• DIRECTIONS FOR THIS TASK
How many of the lines below hold the word "points"? Answer only with the number.

• EXERCISE MATERIAL
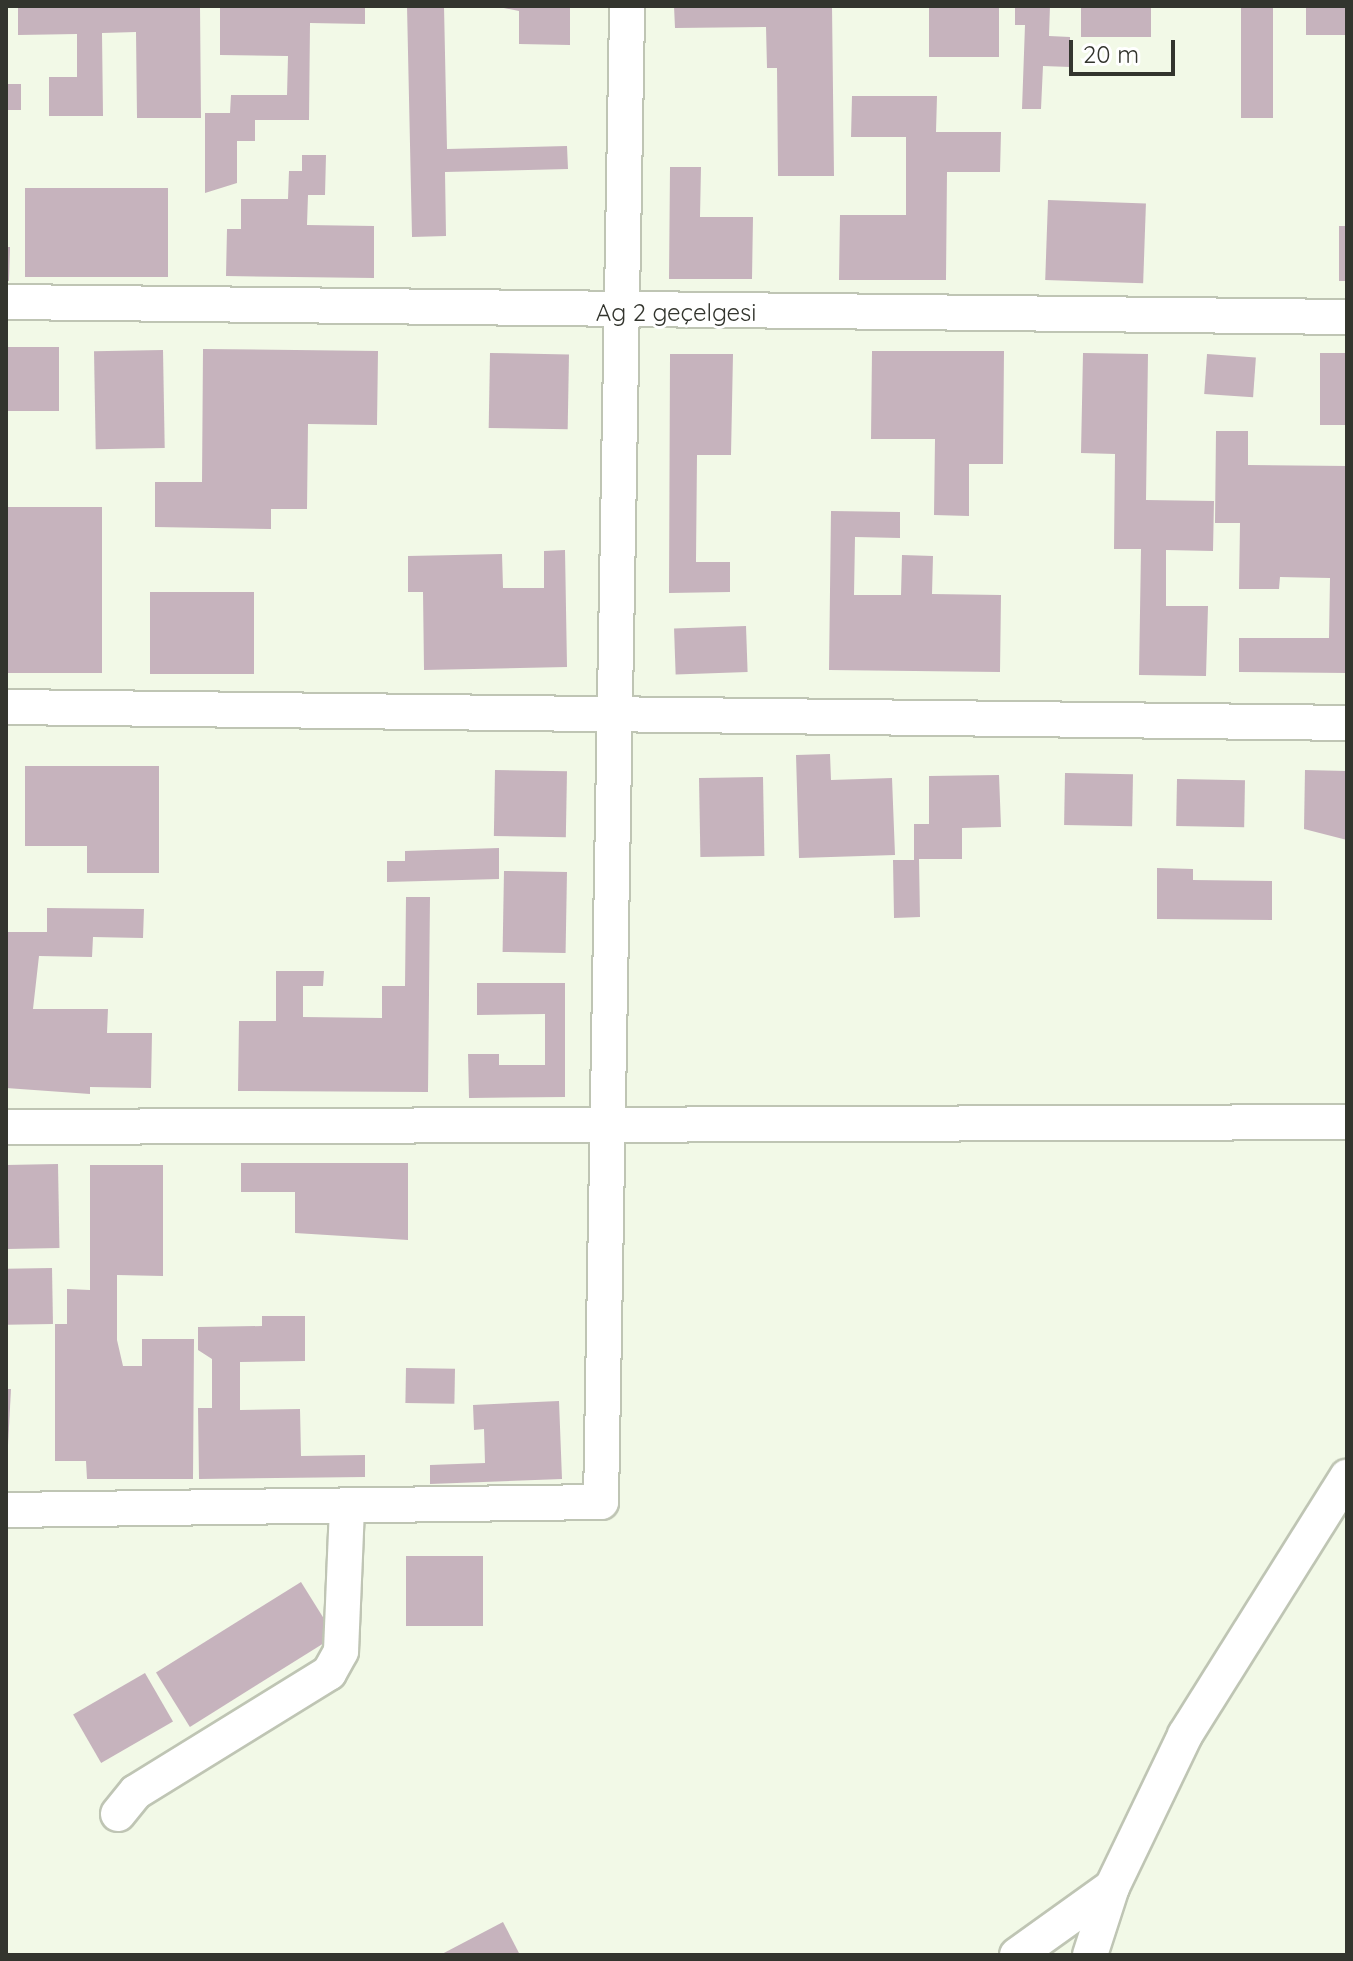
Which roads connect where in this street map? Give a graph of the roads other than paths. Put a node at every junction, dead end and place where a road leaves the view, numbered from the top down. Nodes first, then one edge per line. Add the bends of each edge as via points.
1 (627, 6) edge
2 (6, 302) edge
3 (620, 313) junction
4 (1347, 317) edge
5 (6, 707) edge
6 (613, 713) junction
7 (1347, 723) edge
8 (1347, 1122) edge
9 (606, 1126) junction
10 (6, 1127) edge
11 (1347, 1477) edge
12 (347, 1506) junction
13 (6, 1510) edge
14 (118, 1814) dead end
15 (1112, 1887) junction
16 (1017, 1955) edge
17 (1090, 1955) edge

1 - 3 street
2 - 3 street, Ag 2 geçelgesi
3 - 4 street, Ag 2 geçelgesi
3 - 6 street
5 - 6 street
6 - 7 street
6 - 9 street
8 - 9 street
9 - 10 street
9 - 12 street via 601,1502
11 - 15 street via 1185,1735
12 - 13 street
12 - 14 street via 341,1651 329,1673 136,1792
15 - 16 street
15 - 17 street

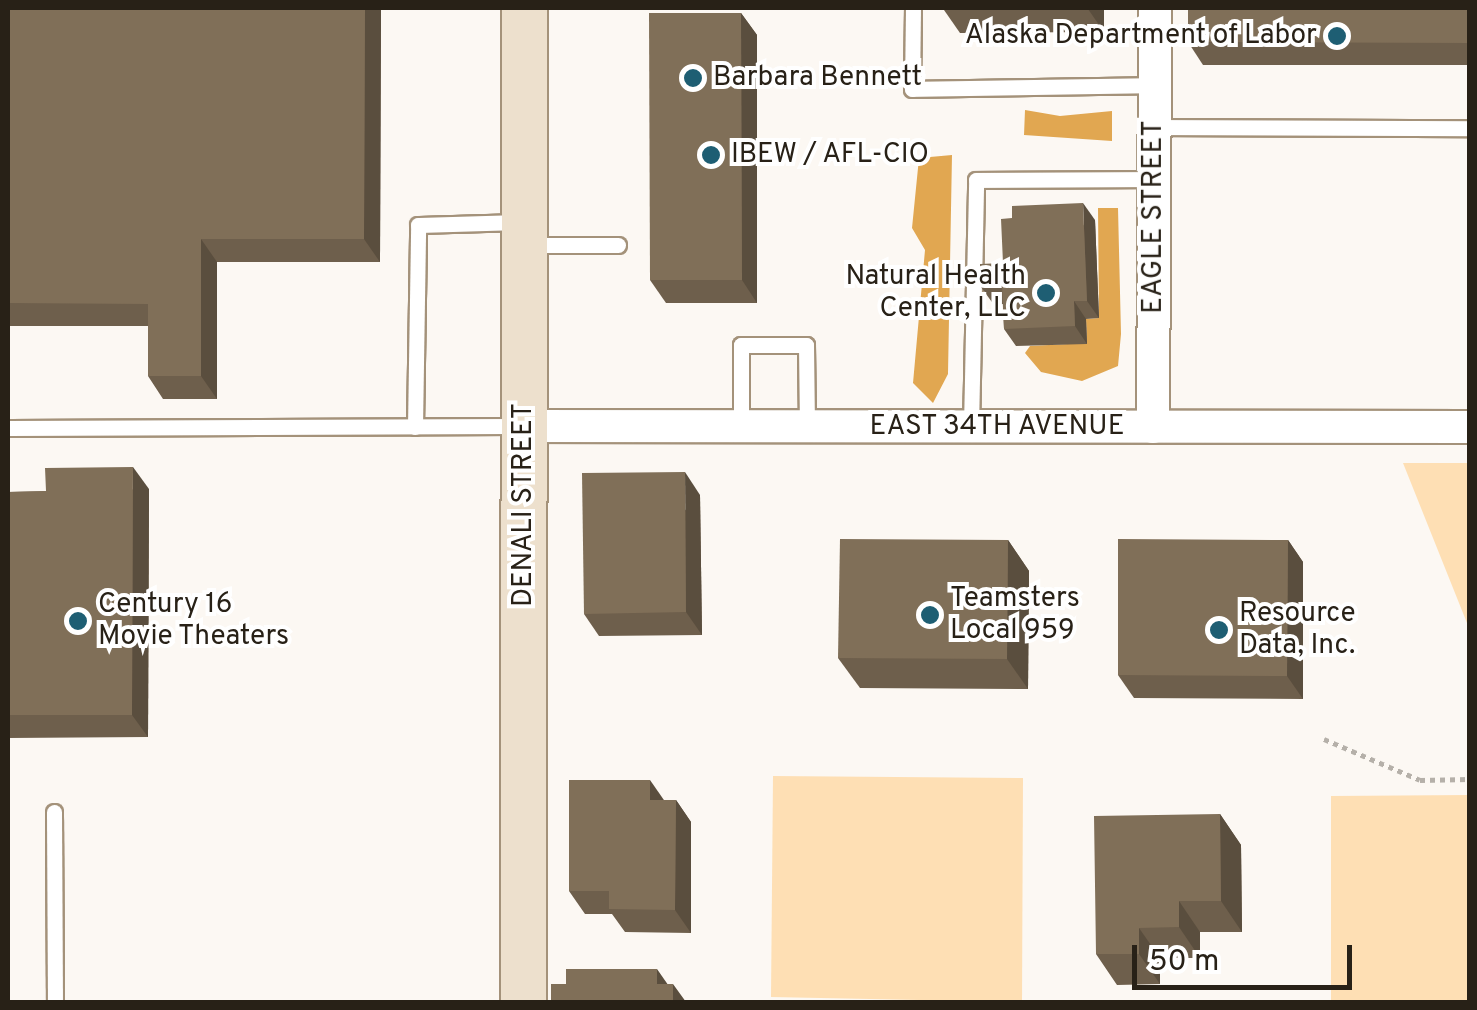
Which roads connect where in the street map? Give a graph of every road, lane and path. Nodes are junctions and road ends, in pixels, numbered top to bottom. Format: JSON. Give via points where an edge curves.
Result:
{"nodes":[{"id":1,"x":524,"y":8,"type":"edge"},
{"id":2,"x":913,"y":8,"type":"edge"},
{"id":3,"x":1155,"y":8,"type":"edge"},
{"id":4,"x":1154,"y":85,"type":"junction"},
{"id":5,"x":1154,"y":128,"type":"junction"},
{"id":6,"x":1470,"y":128,"type":"edge"},
{"id":7,"x":1154,"y":179,"type":"junction"},
{"id":8,"x":524,"y":233,"type":"junction"},
{"id":9,"x":618,"y":245,"type":"dead end"},
{"id":10,"x":524,"y":426,"type":"junction"},
{"id":11,"x":416,"y":427,"type":"junction"},
{"id":12,"x":741,"y":427,"type":"junction"},
{"id":13,"x":807,"y":427,"type":"junction"},
{"id":14,"x":971,"y":427,"type":"junction"},
{"id":15,"x":1153,"y":427,"type":"junction"},
{"id":16,"x":1470,"y":427,"type":"edge"},
{"id":17,"x":8,"y":428,"type":"edge"},
{"id":18,"x":1324,"y":739,"type":"dead end"},
{"id":19,"x":1470,"y":778,"type":"edge"},
{"id":20,"x":54,"y":812,"type":"dead end"},
{"id":21,"x":55,"y":1002,"type":"edge"},
{"id":22,"x":523,"y":1002,"type":"edge"}],
"edges":[{"from":1,"to":8,"type":"street","name":"DENALI STREET"},
{"from":2,"to":4,"type":"lane","via":[[912,88]]},
{"from":3,"to":4,"type":"street","name":"EAGLE STREET"},
{"from":4,"to":5,"type":"street","name":"EAGLE STREET"},
{"from":5,"to":6,"type":"lane"},
{"from":5,"to":7,"type":"street","name":"EAGLE STREET"},
{"from":7,"to":14,"type":"lane","via":[[976,180]]},
{"from":7,"to":15,"type":"street","name":"EAGLE STREET"},
{"from":8,"to":9,"type":"lane"},
{"from":8,"to":10,"type":"street","name":"DENALI STREET"},
{"from":8,"to":11,"type":"lane","via":[[418,225]]},
{"from":10,"to":11,"type":"lane"},
{"from":10,"to":12,"type":"street","name":"EAST 34TH AVENUE"},
{"from":10,"to":22,"type":"street","name":"DENALI STREET"},
{"from":11,"to":17,"type":"lane"},
{"from":12,"to":13,"type":"street","name":"EAST 34TH AVENUE"},
{"from":12,"to":13,"type":"lane","via":[[742,346],[806,344]]},
{"from":13,"to":14,"type":"street","name":"EAST 34TH AVENUE"},
{"from":14,"to":15,"type":"street","name":"EAST 34TH AVENUE"},
{"from":15,"to":16,"type":"street","name":"EAST 34TH AVENUE"},
{"from":18,"to":19,"type":"path","via":[[1420,780]]},
{"from":20,"to":21,"type":"lane"}]}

• ANSWER SPACE
2